Why Sunollo Is Best Positioned to Help You Right Now
This is exactly the moment Sunollo was built for. A few reasons homeowners choose us when tariffs spike:
- $0 upfront, from S$99/month. Start saving immediately without a large capital outlay — the subscription can cost less than your tariff increase.
- SunolloCare 25-year coverage. Panels, workmanship, roof-leak warranty and system insurance included as standard, so your savings are protected for the system's full life.
- Panel-level optimisers as standard. Maximum energy harvest even on Singapore's partially shaded, multi-angle rooftops.
- Guaranteed savings. Our model is built around delivering real, measurable bill reduction — not just an installation.
- Elite, proven leadership. Sunollo's founders have delivered clean energy to tens of thousands of households across ASEAN, including co-founding an ENGIE joint venture that electrified around 50,000 consumers in Southeast Asia. That operating pedigree is rare in Singapore's solar market — see how to evaluate installers in our guide to choosing the best solar company in Singapore.
Don't Wait for the Next Hike
Tariffs are now at record highs and fuel markets remain volatile. The households who act now lock in decades of savings against a rising baseline; those who wait simply pay more each quarter. The first step is free: get a no-obligation roof assessment and savings estimate.
Explore Sunollo's solar packages for Singapore homes →
Frequently Asked Questions
How much are Singapore electricity tariffs rising in July 2026?
The regulated household electricity tariff rises 17% to 31.91 cents/kWh (before GST) for July–September 2026 — a record high. That is about $17.14 more per month for a four-room HDB flat, and considerably more for landed homes. The town gas tariff rises 7.1% to 23.48 cents/kWh.
Why are electricity prices going up in Singapore?
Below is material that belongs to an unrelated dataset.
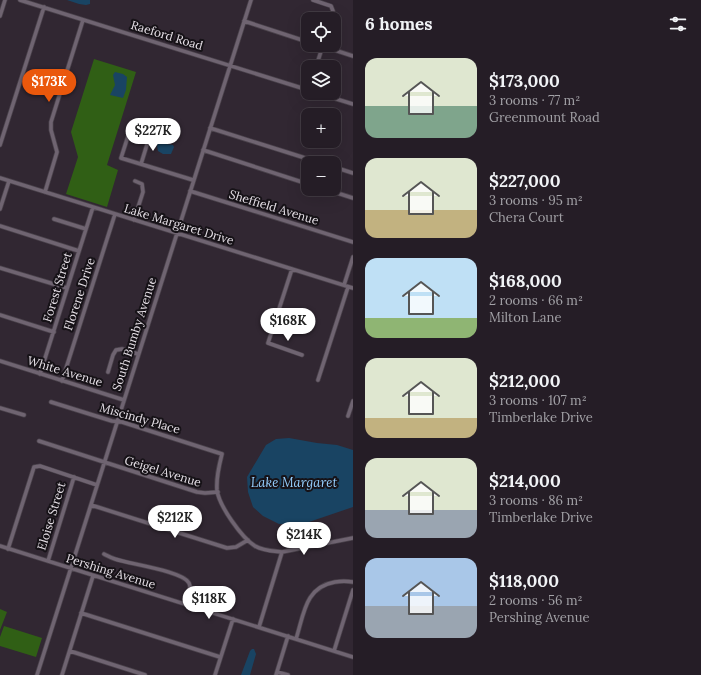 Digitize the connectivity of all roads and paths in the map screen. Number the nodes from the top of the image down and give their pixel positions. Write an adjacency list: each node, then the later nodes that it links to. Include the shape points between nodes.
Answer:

Singapore produces about 95% of its electricity from imported natural gas, so tariffs track global gas prices. This quarter's increase is driven by elevated natural gas prices amid the conflict in the Middle East. Tariffs are reviewed quarterly and reflect fuel costs with a lag.
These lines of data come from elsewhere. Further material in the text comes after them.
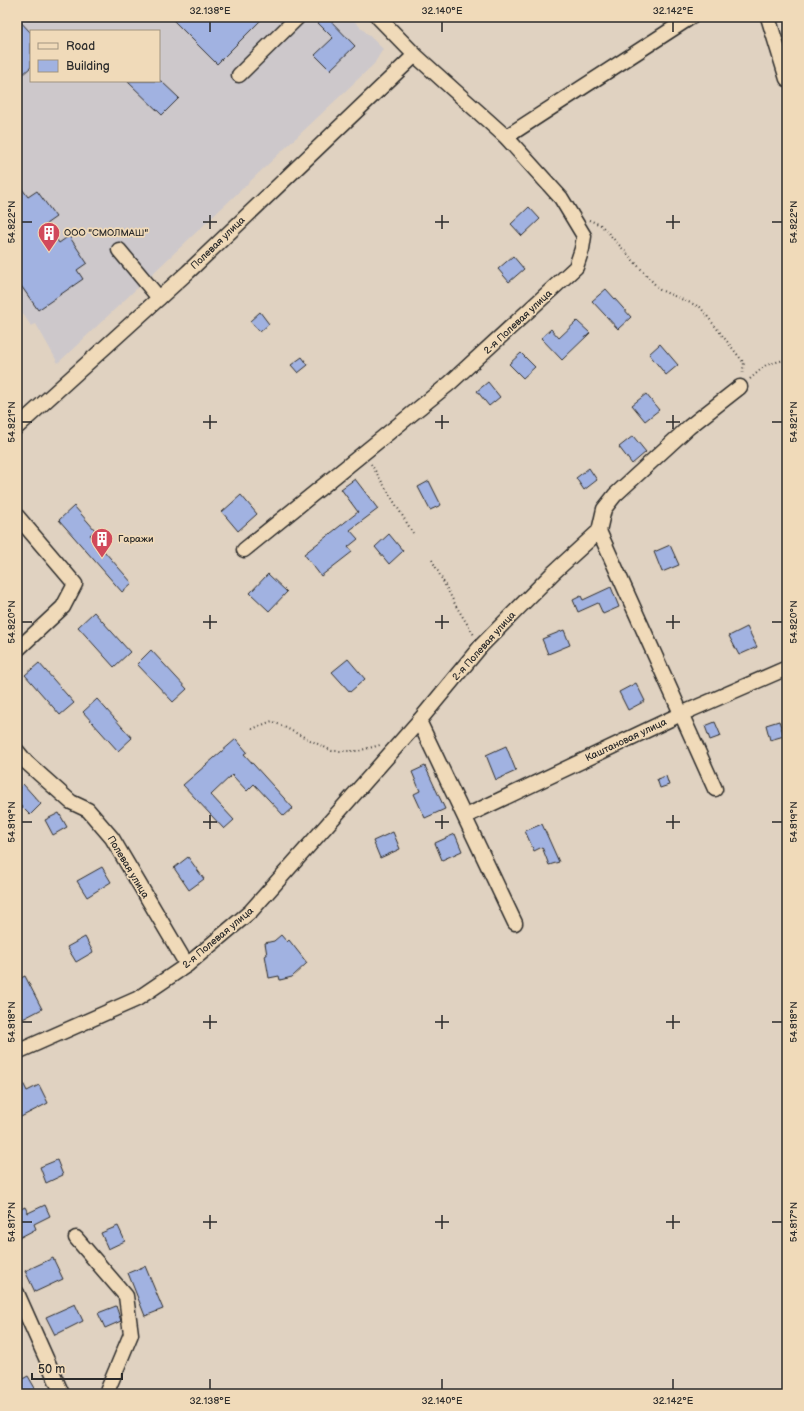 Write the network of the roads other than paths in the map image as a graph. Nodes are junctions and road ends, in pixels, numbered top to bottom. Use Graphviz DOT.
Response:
graph roads {
  1 [pos="298,17"];
  2 [pos="378,17"];
  3 [pos="691,17"];
  4 [pos="768,17"];
  5 [pos="415,55"];
  6 [pos="239,75"];
  7 [pos="787,79"];
  8 [pos="506,137"];
  9 [pos="119,250"];
  10 [pos="159,298"];
  11 [pos="740,387"];
  12 [pos="17,427"];
  13 [pos="17,516"];
  14 [pos="598,531"];
  15 [pos="244,550"];
  16 [pos="17,650"];
  17 [pos="787,668"];
  18 [pos="681,714"];
  19 [pos="419,721"];
  20 [pos="17,751"];
  21 [pos="716,789"];
  22 [pos="466,816"];
  23 [pos="515,923"];
  24 [pos="187,965"];
  25 [pos="17,1052"];
  26 [pos="76,1238"];
  27 [pos="17,1293"];
  28 [pos="62,1394"];
  29 [pos="106,1394"];
  1 -- 6 [label="street"];
  2 -- 5 [label="street, 2-я Полевая улица"];
  3 -- 8 [label="street"];
  4 -- 7 [label="street"];
  5 -- 8 [label="street, 2-я Полевая улица"];
  5 -- 10 [label="street, Полевая улица"];
  8 -- 15 [label="street, 2-я Полевая улица"];
  9 -- 10 [label="street"];
  10 -- 12 [label="street, Полевая улица"];
  11 -- 14 [label="street"];
  13 -- 16 [label="street"];
  14 -- 18 [label="street"];
  14 -- 19 [label="street, 2-я Полевая улица"];
  17 -- 18 [label="street, Каштановая улица"];
  18 -- 21 [label="street"];
  18 -- 22 [label="street, Каштановая улица"];
  19 -- 22 [label="street"];
  19 -- 24 [label="street, 2-я Полевая улица"];
  20 -- 24 [label="street, Полевая улица"];
  22 -- 23 [label="street"];
  24 -- 25 [label="street, 2-я Полевая улица"];
  26 -- 29 [label="street"];
  27 -- 28 [label="street"];
}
Will electricity prices come back down?
EMA has said tariffs could ease in the fourth quarter of 2026 if fuel prices fall, but prices are currently at all-time highs and remain volatile. Rooftop solar removes this uncertainty entirely by letting you generate your own power.
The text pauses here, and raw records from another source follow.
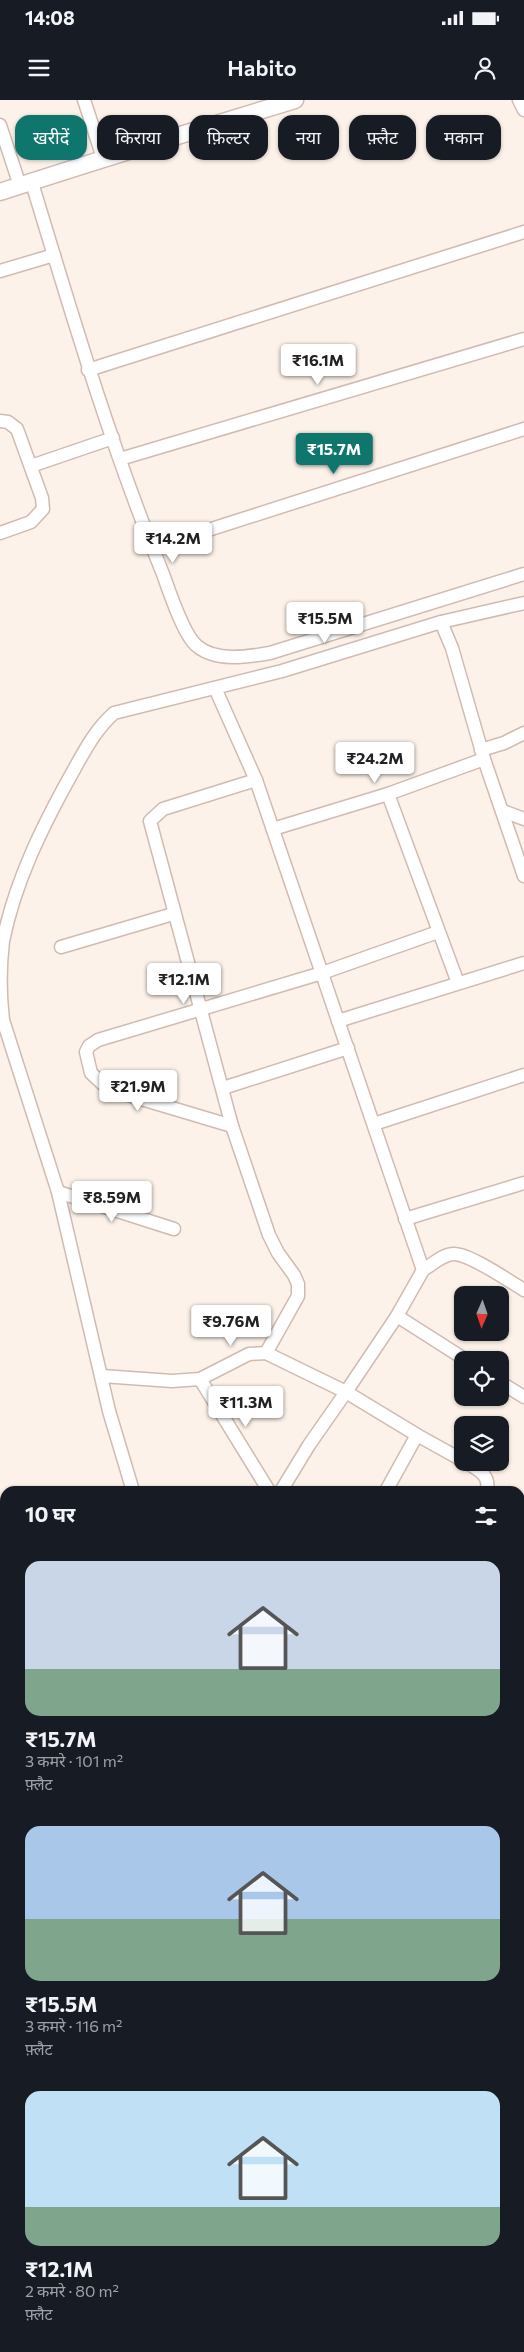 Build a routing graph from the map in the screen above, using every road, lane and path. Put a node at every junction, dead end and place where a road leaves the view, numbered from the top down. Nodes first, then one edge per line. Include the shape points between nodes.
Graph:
1 (84, 100) edge
2 (295, 100) edge
3 (519, 100) edge
4 (524, 110) edge
5 (0, 125) edge
6 (179, 135) edge
7 (97, 142) edge
8 (97, 160) edge
9 (26, 184) junction
10 (0, 192) edge
11 (524, 232) edge
12 (54, 255) junction
13 (0, 271) edge
14 (524, 339) edge
15 (88, 370) junction
16 (0, 421) edge
17 (524, 429) edge
18 (113, 438) junction
19 (120, 459) junction
20 (31, 466) junction
21 (0, 533) edge
22 (152, 548) junction
23 (524, 574) edge
24 (524, 603) edge
25 (440, 622) junction
26 (215, 688) junction
27 (524, 733) edge
28 (482, 755) junction
29 (256, 780) junction
30 (388, 794) junction
31 (503, 811) junction
32 (524, 819) edge
33 (273, 829) junction
34 (524, 876) edge
35 (174, 914) junction
36 (438, 932) junction
37 (61, 947) dead end
38 (524, 963) edge
39 (322, 973) junction
40 (458, 983) junction
41 (200, 1011) junction
42 (338, 1021) junction
43 (348, 1048) junction
44 (524, 1075) edge
45 (223, 1088) junction
46 (374, 1124) junction
47 (232, 1126) junction
48 (524, 1182) edge
49 (58, 1192) junction
50 (405, 1219) junction
51 (174, 1229) dead end
52 (423, 1270) junction
53 (524, 1290) edge
54 (397, 1316) junction
55 (454, 1352) edge
56 (266, 1353) junction
57 (102, 1376) junction
58 (200, 1379) junction
59 (509, 1388) edge
60 (346, 1392) junction
61 (524, 1398) edge
62 (417, 1435) junction
63 (454, 1456) edge
64 (479, 1471) edge
65 (132, 1486) edge
66 (265, 1486) edge
67 (285, 1486) edge
68 (389, 1486) edge
69 (488, 1486) edge

1 - 7 street
2 - 6 street
3 - 4 street
5 - 9 street
8 - 9 street
9 - 10 street
9 - 12 street
11 - 15 street
12 - 13 street
12 - 15 street
14 - 19 street
15 - 18 street
16 - 20 street via 8,422 17,430
17 - 22 street
18 - 19 street
18 - 20 street
19 - 22 street
20 - 21 street via 43,509 31,522
22 - 23 street via 187,632 196,645 210,654 227,656 249,657 270,653
24 - 25 street
25 - 26 street via 282,671
25 - 28 street via 452,648
26 - 29 street
26 - 49 street via 114,713 100,726 48,816 18,884 2,942 0,999 16,1063
27 - 28 street
28 - 30 street
28 - 31 street
29 - 33 street
29 - 35 street via 163,808 150,821
30 - 33 street
30 - 36 street
31 - 32 street
31 - 34 street
33 - 39 street
35 - 37 street
35 - 41 street
36 - 39 street
36 - 40 street
38 - 40 street
39 - 41 street
39 - 42 street
40 - 42 street
41 - 45 street
41 - 47 street via 93,1042 86,1052 91,1073 108,1089
42 - 43 street
43 - 45 street
43 - 46 street
44 - 46 street
45 - 47 street
46 - 50 street
47 - 56 street via 269,1235 298,1284 298,1296
48 - 50 street
49 - 51 street
49 - 57 street
50 - 52 street
52 - 53 street via 454,1254 467,1257
52 - 54 street
54 - 55 street
54 - 60 street
56 - 58 street via 249,1354
56 - 60 street
57 - 58 street via 172,1381
57 - 65 street
58 - 66 street
59 - 61 street
60 - 62 street
60 - 67 street
62 - 63 street
62 - 68 street
64 - 69 street via 486,1476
Is solar worth it with the 2026 tariff hike?
Yes — higher tariffs shorten the payback period because every self-generated kWh now offsets a more expensive grid unit. A landed home typically saves $2,500–$5,000+ per year with payback in about 3–5 years, and Sunollo offers $0 upfront plans from S$99/month.
Fixed-price plan or solar — which is better against rising tariffs?
A fixed-price plan only locks your rate for one to three years and you still buy electricity from a retailer. Solar generates your own electricity for 25+ years, fully insulating you from future tariff revisions. Adding a home battery extends that protection to night-time and outages.
How does Sunollo help homeowners beat the tariff increase?
Sunollo offers $0 upfront solar from S$99/month, SunolloCare 25-year coverage, panel-level optimisers and a guaranteed-savings model. Its founders have delivered clean energy to tens of thousands of households across ASEAN, bringing rare operating experience to Singapore's residential solar market.